### What the exercise asks:
Filter the entries and keep only the lines where the string "ADADAD" appears.

### Stored data:
%%

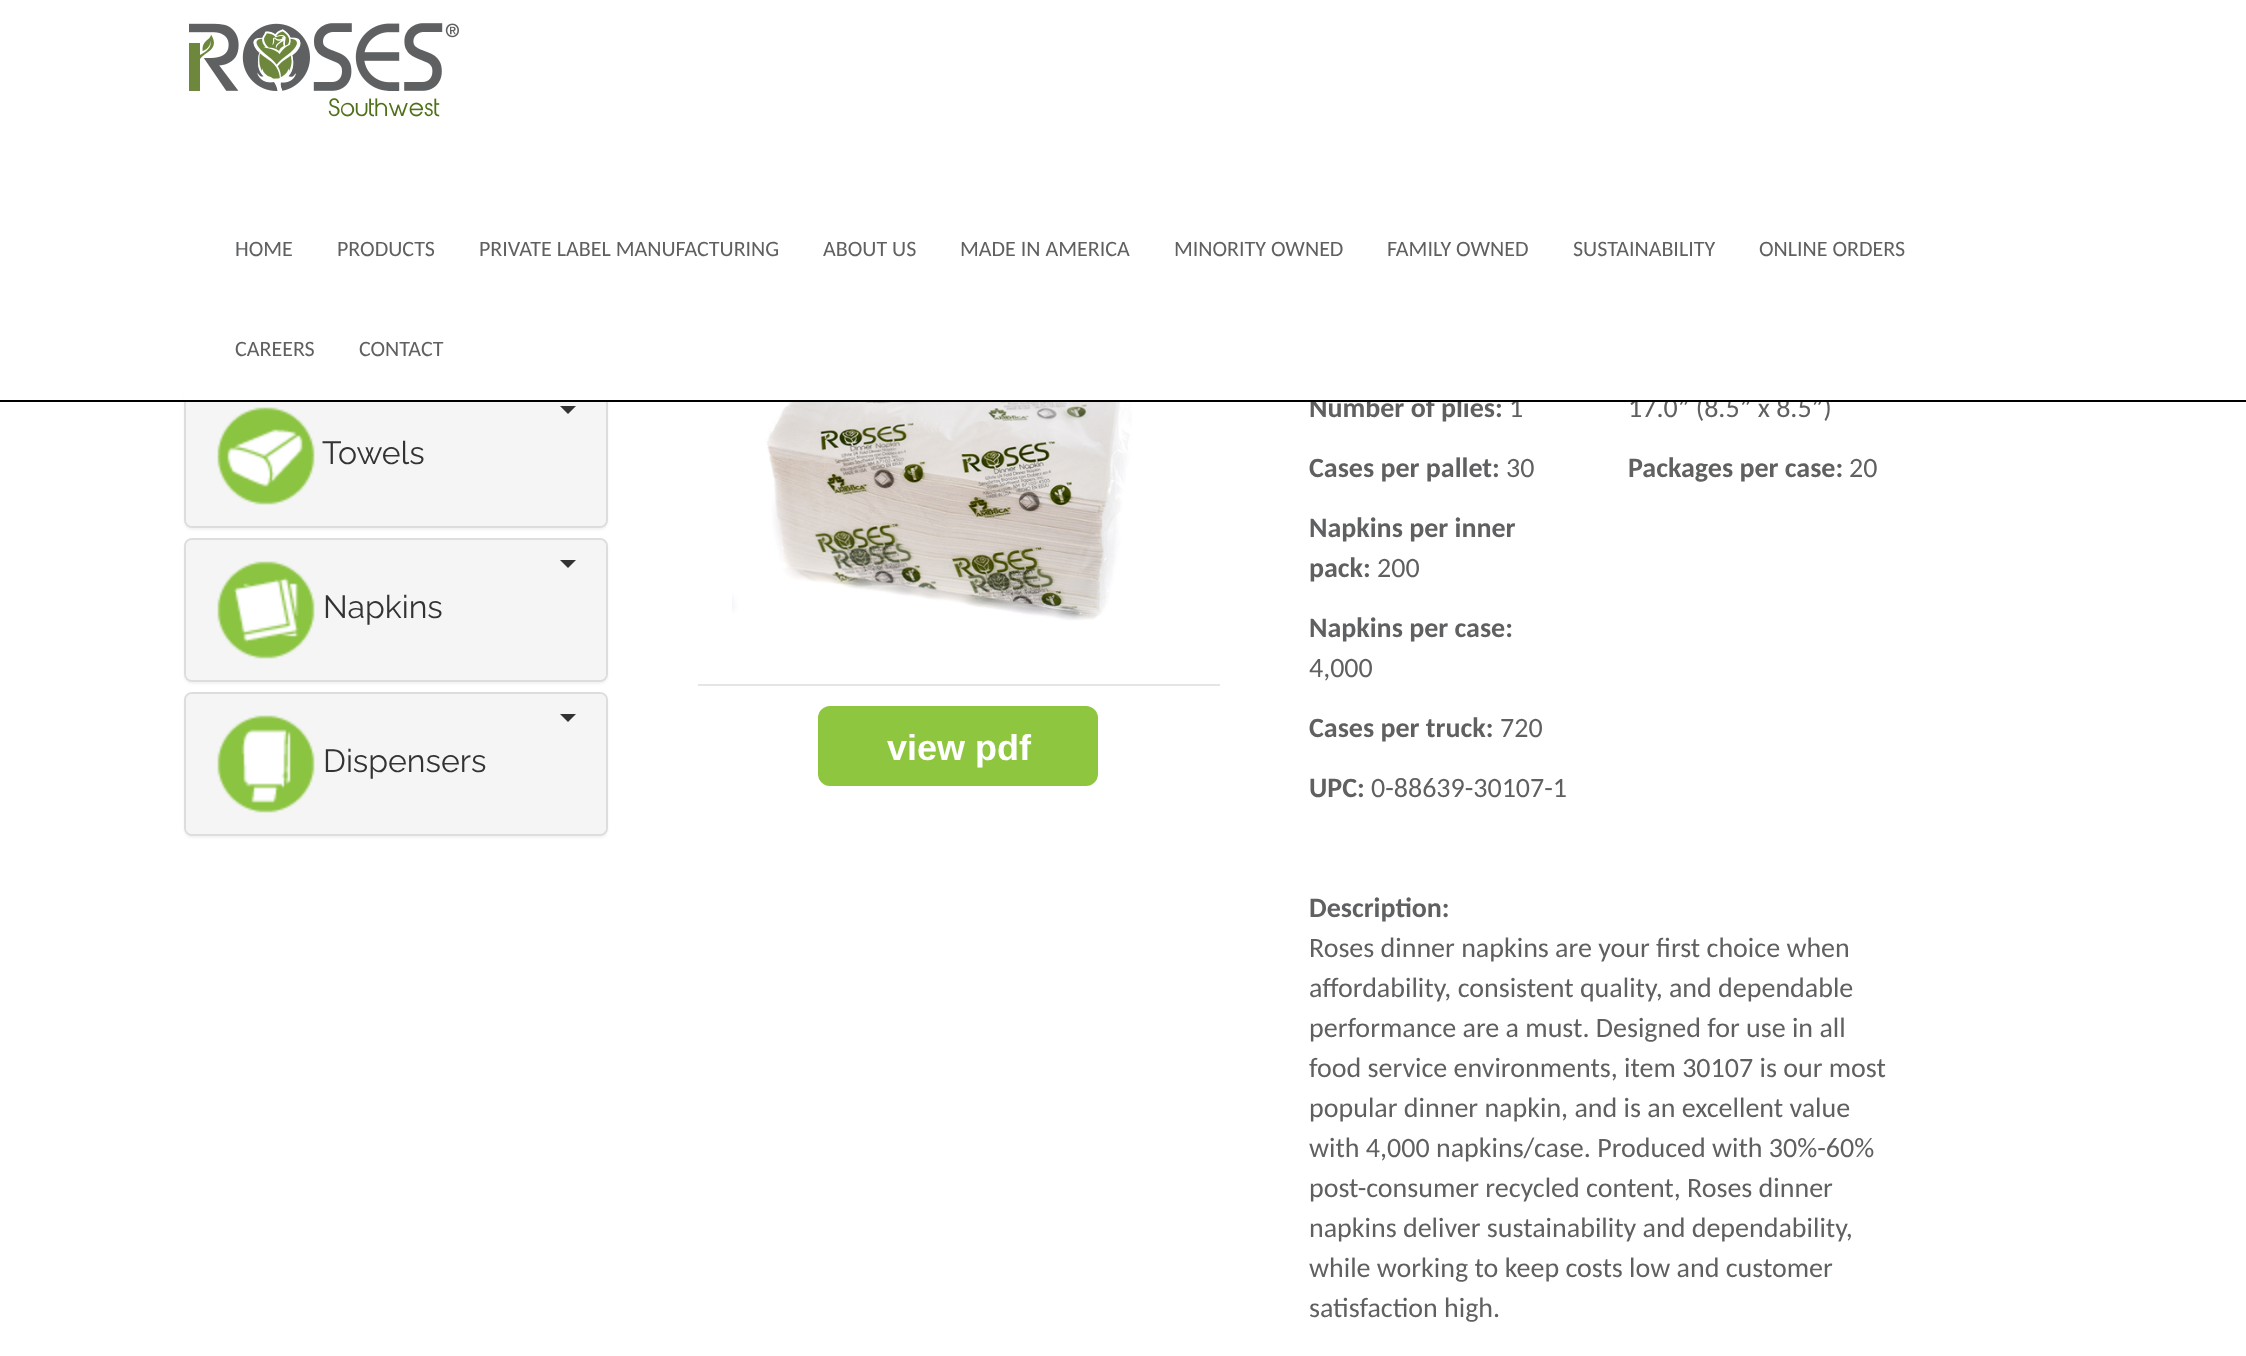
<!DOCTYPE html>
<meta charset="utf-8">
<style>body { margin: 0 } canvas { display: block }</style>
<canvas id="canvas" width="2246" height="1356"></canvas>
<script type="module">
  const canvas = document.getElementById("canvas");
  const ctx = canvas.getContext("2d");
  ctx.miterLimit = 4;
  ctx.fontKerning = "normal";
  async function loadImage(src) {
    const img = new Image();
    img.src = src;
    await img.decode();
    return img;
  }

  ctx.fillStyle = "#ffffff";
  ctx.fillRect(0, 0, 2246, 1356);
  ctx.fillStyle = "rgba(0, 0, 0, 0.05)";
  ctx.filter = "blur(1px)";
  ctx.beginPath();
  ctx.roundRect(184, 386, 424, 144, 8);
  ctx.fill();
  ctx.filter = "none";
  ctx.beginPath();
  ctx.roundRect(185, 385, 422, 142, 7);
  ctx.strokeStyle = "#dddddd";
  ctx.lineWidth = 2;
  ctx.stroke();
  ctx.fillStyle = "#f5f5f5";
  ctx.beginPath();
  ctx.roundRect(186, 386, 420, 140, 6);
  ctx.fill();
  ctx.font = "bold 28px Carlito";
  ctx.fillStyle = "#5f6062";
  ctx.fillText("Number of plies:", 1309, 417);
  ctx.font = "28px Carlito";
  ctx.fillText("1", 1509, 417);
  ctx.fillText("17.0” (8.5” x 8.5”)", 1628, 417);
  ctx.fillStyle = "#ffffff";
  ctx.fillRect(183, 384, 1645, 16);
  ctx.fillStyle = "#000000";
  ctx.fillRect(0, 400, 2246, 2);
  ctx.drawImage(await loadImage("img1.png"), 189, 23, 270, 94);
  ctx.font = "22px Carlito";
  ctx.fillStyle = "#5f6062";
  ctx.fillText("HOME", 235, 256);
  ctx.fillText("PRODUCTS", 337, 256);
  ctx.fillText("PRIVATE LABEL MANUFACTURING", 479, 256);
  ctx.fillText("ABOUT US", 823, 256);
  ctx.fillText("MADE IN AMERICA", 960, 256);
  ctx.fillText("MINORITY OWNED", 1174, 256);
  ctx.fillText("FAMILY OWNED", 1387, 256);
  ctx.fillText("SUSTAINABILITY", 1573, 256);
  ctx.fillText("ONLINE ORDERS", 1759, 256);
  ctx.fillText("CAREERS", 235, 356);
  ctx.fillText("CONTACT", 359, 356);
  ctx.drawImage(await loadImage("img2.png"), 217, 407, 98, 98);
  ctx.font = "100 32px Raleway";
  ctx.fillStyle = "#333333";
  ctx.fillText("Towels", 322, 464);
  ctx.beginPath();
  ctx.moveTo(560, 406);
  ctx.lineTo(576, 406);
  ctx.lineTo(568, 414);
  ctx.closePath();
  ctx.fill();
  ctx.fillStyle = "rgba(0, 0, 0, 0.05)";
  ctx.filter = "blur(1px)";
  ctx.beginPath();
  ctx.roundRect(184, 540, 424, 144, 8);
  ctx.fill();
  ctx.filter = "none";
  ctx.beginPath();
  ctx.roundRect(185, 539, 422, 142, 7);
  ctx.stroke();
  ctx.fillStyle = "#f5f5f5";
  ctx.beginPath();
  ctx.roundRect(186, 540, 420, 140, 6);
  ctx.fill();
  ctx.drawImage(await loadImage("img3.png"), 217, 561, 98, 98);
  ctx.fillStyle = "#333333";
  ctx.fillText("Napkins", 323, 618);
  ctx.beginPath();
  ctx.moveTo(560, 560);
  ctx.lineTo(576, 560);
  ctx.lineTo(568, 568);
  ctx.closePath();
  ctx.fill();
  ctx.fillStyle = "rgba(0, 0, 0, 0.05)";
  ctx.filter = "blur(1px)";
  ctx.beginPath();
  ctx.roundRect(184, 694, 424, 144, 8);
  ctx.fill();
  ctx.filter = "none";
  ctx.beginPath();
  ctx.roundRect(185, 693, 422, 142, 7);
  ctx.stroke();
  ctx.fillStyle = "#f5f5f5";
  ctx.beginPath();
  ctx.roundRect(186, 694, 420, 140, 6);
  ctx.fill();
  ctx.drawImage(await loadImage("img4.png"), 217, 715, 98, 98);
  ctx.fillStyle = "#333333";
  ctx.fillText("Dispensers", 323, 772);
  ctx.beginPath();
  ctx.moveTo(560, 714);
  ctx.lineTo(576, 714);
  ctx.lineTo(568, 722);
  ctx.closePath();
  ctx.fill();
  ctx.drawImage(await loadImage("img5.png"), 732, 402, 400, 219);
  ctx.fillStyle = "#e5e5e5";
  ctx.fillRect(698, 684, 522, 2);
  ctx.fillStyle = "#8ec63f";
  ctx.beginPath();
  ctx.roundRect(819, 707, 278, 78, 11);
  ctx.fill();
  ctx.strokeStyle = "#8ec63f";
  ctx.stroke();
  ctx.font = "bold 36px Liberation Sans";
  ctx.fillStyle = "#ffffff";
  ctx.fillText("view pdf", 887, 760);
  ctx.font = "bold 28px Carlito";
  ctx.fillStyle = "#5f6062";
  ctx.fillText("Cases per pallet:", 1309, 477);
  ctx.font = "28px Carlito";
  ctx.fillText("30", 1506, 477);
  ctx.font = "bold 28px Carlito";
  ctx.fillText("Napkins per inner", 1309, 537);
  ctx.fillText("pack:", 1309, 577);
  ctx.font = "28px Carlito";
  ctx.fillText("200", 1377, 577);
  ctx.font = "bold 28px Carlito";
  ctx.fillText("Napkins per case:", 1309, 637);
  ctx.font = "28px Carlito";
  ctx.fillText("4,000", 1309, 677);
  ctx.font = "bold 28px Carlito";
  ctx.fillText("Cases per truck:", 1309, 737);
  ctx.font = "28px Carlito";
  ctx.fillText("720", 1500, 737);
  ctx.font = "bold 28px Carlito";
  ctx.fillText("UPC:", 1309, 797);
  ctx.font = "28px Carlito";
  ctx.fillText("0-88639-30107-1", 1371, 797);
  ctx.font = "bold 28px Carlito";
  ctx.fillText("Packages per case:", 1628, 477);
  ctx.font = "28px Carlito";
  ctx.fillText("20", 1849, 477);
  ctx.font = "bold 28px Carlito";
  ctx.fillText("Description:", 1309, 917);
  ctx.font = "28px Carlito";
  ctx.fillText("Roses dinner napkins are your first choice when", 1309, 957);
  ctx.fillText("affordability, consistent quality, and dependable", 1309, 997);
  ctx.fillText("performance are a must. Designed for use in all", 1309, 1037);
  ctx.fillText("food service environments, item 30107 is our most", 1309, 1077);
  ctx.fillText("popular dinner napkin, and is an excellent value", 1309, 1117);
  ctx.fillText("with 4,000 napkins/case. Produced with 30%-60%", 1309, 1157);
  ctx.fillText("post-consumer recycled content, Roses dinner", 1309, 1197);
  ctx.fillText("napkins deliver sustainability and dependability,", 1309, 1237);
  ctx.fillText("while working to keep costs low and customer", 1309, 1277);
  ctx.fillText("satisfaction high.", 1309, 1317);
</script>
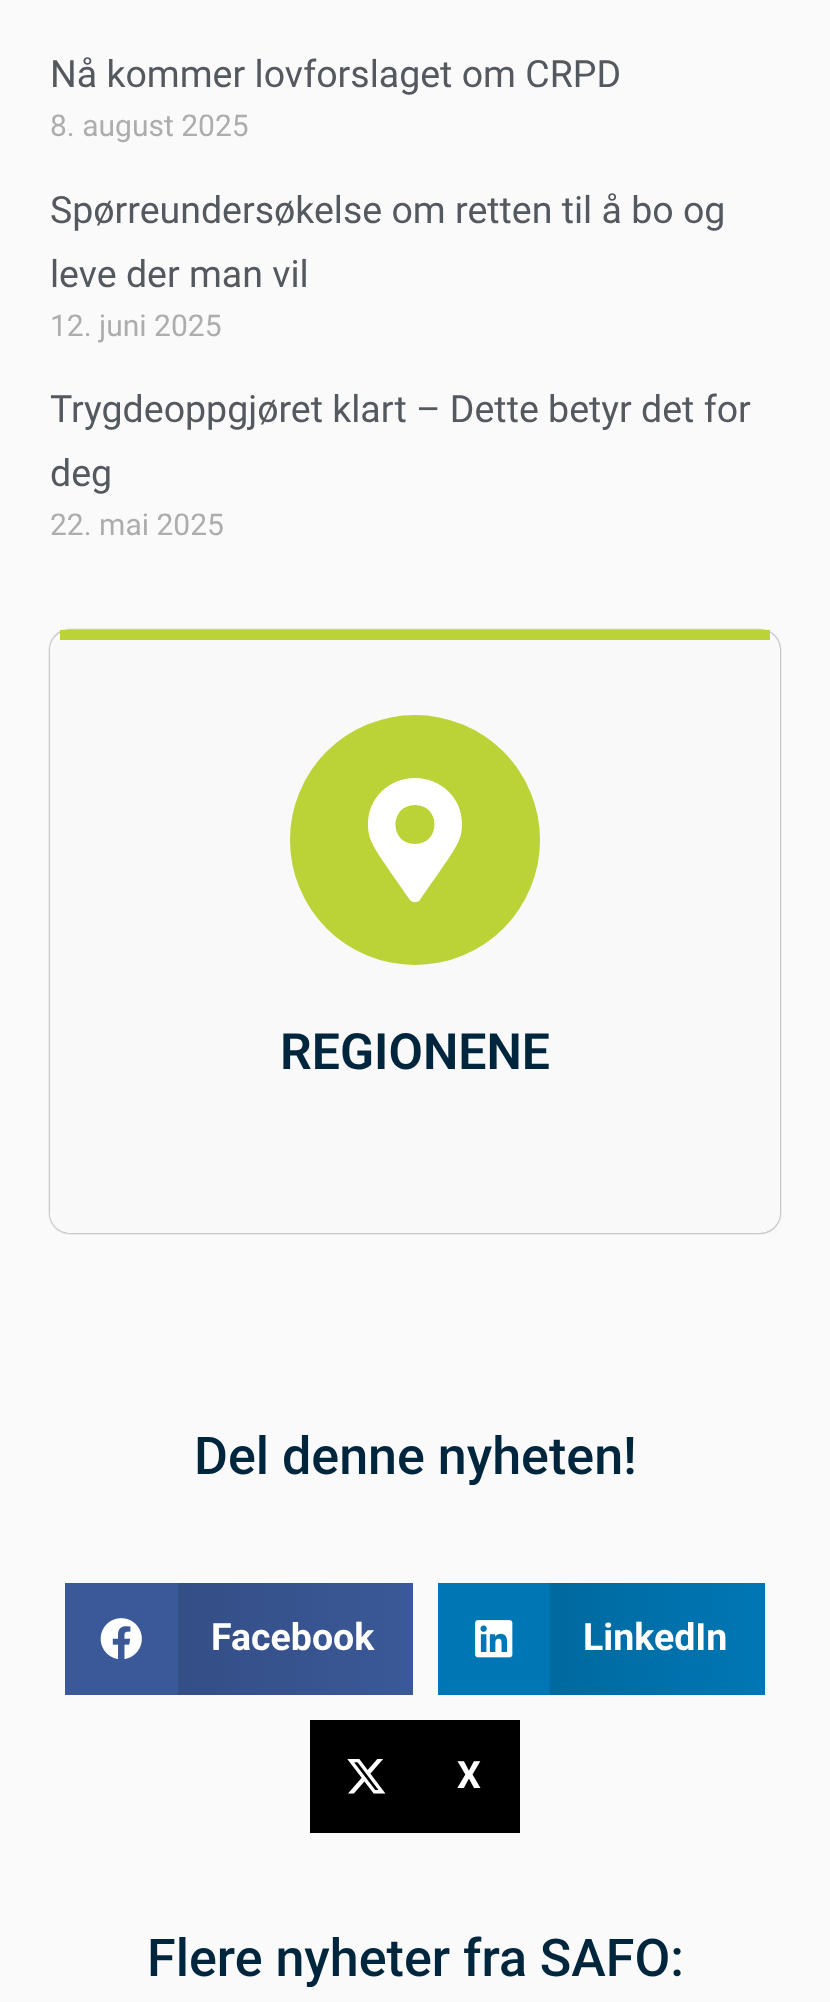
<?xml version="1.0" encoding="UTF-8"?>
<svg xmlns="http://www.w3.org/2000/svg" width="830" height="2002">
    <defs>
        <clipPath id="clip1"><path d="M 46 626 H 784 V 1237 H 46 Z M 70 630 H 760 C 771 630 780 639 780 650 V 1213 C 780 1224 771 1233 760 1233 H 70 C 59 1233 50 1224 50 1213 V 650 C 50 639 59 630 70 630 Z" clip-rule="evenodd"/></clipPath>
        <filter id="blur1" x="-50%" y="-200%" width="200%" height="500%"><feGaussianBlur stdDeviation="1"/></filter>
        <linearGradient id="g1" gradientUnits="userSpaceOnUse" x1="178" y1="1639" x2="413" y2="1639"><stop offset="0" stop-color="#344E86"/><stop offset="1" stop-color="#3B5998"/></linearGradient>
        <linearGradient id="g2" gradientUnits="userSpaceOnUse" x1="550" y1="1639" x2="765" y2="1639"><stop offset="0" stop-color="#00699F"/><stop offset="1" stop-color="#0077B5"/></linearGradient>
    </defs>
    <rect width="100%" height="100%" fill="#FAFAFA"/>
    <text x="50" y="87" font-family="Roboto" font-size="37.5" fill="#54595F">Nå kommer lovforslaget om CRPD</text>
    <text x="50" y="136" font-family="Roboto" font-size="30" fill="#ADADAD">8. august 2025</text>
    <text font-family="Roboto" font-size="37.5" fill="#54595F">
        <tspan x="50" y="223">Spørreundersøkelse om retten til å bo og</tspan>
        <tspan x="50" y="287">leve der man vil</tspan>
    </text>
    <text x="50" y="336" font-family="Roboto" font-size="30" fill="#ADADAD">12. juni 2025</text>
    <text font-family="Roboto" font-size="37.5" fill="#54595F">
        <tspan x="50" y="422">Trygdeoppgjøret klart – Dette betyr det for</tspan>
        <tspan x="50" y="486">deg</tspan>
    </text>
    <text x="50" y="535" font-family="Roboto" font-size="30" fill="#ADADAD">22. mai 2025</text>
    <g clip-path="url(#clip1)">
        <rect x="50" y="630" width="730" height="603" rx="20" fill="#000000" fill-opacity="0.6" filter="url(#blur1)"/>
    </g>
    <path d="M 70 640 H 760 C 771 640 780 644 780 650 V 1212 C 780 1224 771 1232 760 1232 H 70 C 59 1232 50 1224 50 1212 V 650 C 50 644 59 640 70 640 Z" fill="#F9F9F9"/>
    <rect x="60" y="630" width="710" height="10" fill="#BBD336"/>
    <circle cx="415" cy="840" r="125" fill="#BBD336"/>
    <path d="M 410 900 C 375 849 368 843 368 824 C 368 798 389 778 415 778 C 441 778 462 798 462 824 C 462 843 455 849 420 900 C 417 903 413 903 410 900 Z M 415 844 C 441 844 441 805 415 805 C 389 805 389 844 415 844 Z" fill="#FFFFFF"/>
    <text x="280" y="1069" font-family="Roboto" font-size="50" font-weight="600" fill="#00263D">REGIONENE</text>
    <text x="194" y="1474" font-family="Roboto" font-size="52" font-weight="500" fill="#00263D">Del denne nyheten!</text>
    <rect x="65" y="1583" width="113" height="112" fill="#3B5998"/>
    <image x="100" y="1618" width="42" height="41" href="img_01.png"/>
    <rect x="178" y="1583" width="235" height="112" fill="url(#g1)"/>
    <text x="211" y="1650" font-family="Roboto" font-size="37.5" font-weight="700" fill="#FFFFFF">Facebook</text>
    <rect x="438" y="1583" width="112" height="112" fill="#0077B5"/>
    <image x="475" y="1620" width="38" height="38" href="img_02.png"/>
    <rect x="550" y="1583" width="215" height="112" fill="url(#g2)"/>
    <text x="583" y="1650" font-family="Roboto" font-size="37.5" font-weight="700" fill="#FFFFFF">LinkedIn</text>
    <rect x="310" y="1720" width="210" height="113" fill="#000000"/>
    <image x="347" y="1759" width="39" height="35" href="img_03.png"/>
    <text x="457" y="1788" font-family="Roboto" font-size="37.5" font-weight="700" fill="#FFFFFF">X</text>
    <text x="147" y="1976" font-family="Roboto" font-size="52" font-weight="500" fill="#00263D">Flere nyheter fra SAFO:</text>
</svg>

%%

### Exercise solution:
    <text x="50" y="136" font-family="Roboto" font-size="30" fill="#ADADAD">8. august 2025</text>
    <text x="50" y="336" font-family="Roboto" font-size="30" fill="#ADADAD">12. juni 2025</text>
    <text x="50" y="535" font-family="Roboto" font-size="30" fill="#ADADAD">22. mai 2025</text>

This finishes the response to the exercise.